Taking a play on words from the old Elvis Costello song "My Aim Is True," it seems T-Mobile UK is Aiming at Truphone, and potentially other VoIP providers with so called policy efforts that make it hard for people to connect one phone number to another if the carrier decides not to like the other operator. In a nutshell, client Truphone is having calls made to their number block, blocked by T-Mobile-UK. This puts the idea of an interconnected telephone exchange between operators a thing of the past and is about as logical as having airports for each airline versus all airlines use the same airports in my view. It also ends up making the telephone system obsolete because if a number issued by the numbering authority can't be called it means in effect the people with them need a second number.
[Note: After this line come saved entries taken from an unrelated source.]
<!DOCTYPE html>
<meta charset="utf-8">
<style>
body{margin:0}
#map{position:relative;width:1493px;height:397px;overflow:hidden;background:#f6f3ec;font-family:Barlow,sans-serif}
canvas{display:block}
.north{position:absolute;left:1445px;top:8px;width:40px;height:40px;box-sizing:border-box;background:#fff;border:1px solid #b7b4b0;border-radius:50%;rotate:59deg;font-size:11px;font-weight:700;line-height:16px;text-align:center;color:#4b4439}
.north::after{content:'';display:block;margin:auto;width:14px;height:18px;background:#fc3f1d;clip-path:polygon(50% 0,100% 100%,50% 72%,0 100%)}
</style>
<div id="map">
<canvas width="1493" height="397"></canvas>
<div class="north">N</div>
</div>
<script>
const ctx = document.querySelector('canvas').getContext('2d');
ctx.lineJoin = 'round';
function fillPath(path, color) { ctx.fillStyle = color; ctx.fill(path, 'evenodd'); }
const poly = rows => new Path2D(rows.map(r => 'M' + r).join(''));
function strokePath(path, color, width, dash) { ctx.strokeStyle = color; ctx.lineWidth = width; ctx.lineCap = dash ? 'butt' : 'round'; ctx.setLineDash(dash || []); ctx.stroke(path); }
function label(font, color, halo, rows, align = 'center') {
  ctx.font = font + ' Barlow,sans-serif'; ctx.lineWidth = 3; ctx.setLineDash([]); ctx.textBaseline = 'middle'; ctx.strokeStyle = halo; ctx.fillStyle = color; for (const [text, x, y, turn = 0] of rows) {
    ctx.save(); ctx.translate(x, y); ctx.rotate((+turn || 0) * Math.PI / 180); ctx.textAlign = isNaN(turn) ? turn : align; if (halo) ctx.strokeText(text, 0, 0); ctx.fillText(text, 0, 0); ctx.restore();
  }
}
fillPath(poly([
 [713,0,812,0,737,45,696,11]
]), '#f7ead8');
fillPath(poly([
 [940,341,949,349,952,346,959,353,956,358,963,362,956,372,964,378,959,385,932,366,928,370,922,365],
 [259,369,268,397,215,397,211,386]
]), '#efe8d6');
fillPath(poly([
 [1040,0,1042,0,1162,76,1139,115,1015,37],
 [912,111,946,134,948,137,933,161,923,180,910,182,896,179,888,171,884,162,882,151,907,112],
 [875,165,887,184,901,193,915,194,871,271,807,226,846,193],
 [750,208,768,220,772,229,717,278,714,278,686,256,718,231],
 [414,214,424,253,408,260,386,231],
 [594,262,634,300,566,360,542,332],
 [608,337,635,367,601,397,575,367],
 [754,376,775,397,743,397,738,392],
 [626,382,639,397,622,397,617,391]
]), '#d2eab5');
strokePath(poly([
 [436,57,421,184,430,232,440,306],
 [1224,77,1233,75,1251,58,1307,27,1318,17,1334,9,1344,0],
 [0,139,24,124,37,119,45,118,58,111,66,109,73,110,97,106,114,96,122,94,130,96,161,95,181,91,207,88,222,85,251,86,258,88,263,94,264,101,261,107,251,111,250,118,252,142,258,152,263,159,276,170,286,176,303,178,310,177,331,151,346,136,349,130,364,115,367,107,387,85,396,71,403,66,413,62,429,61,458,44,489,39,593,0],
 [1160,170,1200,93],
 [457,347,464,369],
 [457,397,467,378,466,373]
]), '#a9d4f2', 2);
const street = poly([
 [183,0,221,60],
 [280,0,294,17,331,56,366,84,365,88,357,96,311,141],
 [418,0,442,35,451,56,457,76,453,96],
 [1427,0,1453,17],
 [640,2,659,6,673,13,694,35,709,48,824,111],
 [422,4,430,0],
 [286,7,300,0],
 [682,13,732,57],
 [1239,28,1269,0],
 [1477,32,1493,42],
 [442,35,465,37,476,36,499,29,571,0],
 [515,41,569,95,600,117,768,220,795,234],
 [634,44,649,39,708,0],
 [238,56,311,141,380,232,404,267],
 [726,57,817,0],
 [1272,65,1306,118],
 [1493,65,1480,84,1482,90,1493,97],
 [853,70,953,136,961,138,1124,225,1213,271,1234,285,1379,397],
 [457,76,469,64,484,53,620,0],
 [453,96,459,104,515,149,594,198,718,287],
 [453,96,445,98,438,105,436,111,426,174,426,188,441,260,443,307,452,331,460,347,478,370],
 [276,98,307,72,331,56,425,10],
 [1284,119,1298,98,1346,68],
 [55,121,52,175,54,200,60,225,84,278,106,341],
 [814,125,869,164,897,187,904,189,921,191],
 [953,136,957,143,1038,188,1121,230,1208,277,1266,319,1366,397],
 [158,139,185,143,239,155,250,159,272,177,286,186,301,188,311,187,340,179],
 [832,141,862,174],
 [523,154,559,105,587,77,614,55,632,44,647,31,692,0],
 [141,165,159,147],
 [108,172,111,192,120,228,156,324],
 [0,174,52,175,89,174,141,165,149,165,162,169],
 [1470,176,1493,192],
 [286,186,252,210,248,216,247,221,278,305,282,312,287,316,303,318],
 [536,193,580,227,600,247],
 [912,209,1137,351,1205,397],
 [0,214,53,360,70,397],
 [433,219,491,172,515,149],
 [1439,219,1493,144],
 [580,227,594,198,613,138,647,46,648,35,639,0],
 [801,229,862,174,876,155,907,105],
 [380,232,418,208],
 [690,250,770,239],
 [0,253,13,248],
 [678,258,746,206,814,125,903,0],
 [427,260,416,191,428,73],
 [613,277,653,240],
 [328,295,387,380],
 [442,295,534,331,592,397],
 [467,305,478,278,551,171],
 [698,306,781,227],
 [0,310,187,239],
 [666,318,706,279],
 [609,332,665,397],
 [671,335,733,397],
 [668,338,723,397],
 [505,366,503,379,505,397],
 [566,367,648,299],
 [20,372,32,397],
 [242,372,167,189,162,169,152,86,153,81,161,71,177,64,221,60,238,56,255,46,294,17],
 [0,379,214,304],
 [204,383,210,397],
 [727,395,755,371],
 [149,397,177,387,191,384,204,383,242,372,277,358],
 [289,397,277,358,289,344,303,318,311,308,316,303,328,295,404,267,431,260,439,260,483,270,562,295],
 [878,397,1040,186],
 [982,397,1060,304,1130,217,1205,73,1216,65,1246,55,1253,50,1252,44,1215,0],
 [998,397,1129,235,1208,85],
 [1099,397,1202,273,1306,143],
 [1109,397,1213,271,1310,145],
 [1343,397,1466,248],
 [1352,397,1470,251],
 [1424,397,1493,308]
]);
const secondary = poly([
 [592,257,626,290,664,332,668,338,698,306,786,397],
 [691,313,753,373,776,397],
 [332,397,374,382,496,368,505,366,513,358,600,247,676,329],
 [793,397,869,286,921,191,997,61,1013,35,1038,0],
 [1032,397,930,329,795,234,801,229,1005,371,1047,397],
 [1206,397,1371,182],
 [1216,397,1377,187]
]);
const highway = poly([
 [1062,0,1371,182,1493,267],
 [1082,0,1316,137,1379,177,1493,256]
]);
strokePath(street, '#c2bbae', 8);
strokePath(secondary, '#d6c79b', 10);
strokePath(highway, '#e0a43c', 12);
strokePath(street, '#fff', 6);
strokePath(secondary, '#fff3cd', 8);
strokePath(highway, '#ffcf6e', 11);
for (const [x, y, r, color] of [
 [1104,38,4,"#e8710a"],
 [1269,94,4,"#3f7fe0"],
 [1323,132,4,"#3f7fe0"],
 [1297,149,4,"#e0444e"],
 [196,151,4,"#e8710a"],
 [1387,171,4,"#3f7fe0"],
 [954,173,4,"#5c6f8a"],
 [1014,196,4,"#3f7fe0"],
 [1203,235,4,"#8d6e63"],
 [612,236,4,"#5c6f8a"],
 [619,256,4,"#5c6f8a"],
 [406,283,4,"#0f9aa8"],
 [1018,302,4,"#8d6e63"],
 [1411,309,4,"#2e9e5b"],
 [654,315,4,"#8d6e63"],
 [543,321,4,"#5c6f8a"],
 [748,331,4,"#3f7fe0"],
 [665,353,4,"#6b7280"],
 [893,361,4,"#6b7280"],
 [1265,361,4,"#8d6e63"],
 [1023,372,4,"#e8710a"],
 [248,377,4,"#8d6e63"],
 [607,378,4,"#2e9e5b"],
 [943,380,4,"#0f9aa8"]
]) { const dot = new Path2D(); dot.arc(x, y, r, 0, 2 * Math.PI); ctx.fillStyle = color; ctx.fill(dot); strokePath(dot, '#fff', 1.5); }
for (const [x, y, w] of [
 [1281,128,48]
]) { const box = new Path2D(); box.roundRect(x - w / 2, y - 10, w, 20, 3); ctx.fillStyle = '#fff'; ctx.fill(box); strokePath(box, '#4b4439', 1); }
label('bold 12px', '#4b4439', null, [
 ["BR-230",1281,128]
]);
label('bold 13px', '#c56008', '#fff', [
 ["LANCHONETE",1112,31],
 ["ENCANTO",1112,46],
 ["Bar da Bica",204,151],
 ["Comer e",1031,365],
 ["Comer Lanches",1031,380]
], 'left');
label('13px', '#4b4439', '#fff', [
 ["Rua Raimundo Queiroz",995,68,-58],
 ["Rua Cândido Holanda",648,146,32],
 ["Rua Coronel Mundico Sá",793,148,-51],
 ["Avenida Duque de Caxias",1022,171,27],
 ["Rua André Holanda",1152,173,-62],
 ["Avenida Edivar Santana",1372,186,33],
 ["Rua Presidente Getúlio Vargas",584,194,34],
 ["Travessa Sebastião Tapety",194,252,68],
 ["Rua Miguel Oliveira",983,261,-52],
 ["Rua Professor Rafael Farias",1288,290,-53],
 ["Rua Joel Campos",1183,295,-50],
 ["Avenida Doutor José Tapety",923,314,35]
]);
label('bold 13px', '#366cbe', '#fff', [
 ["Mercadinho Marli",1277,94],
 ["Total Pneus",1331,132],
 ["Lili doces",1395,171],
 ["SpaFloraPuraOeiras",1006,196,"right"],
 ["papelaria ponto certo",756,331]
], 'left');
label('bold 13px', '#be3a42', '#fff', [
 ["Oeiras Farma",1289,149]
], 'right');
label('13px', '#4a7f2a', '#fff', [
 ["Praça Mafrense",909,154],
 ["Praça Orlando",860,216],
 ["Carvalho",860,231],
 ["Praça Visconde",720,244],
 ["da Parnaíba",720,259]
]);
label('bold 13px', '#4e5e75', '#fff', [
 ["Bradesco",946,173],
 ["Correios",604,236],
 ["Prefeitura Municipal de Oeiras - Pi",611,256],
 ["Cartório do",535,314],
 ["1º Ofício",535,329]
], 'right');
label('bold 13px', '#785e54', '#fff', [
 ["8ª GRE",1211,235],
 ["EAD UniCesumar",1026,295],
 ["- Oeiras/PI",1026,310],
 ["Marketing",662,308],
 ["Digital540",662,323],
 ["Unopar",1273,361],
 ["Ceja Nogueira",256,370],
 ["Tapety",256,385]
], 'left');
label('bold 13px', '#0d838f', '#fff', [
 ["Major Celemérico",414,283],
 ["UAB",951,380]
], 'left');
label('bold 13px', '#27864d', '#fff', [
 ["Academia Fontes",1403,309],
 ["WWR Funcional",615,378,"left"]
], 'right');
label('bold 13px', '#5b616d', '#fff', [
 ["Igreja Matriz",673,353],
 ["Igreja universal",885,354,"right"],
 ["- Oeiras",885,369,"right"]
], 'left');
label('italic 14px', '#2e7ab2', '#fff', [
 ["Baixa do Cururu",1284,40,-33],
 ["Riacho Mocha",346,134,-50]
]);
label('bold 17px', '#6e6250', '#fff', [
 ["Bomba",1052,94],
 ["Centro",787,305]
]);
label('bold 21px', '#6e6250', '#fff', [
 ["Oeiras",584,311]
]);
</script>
That's just silly.
In light of Jajah's recent gift from T-Mobile parent company, one has to wonder, as Esme Vos writes, if the right hand knows what the left had is doing at DT? Or does that mean that with the investment from them that Jajah is the company behind such efforts to be the kings of mobile VoIP? I ask the question, but really doubt they would be so foolish as to try to monopolize the game as the backlash would be almost instantaneous in the VoIP world from so many who have applauded their efforts.
No, this means to me that we are seeing one more example of where the old guard is seeking to protect their turf and aiming to use every dirty trick in the book to keep their head counts and make their numbers. That is make their numbers work only to their own benefit.
Now compare this to the approach of French operator Orange who is seeing a very nice uptake of their Unik platform. Clearly Orange has had a nice taste with VoIP and is doing more than making it the flavor of the month and realizes that moving forward, not keeping things back, is the way to retain customers in light of looming competition.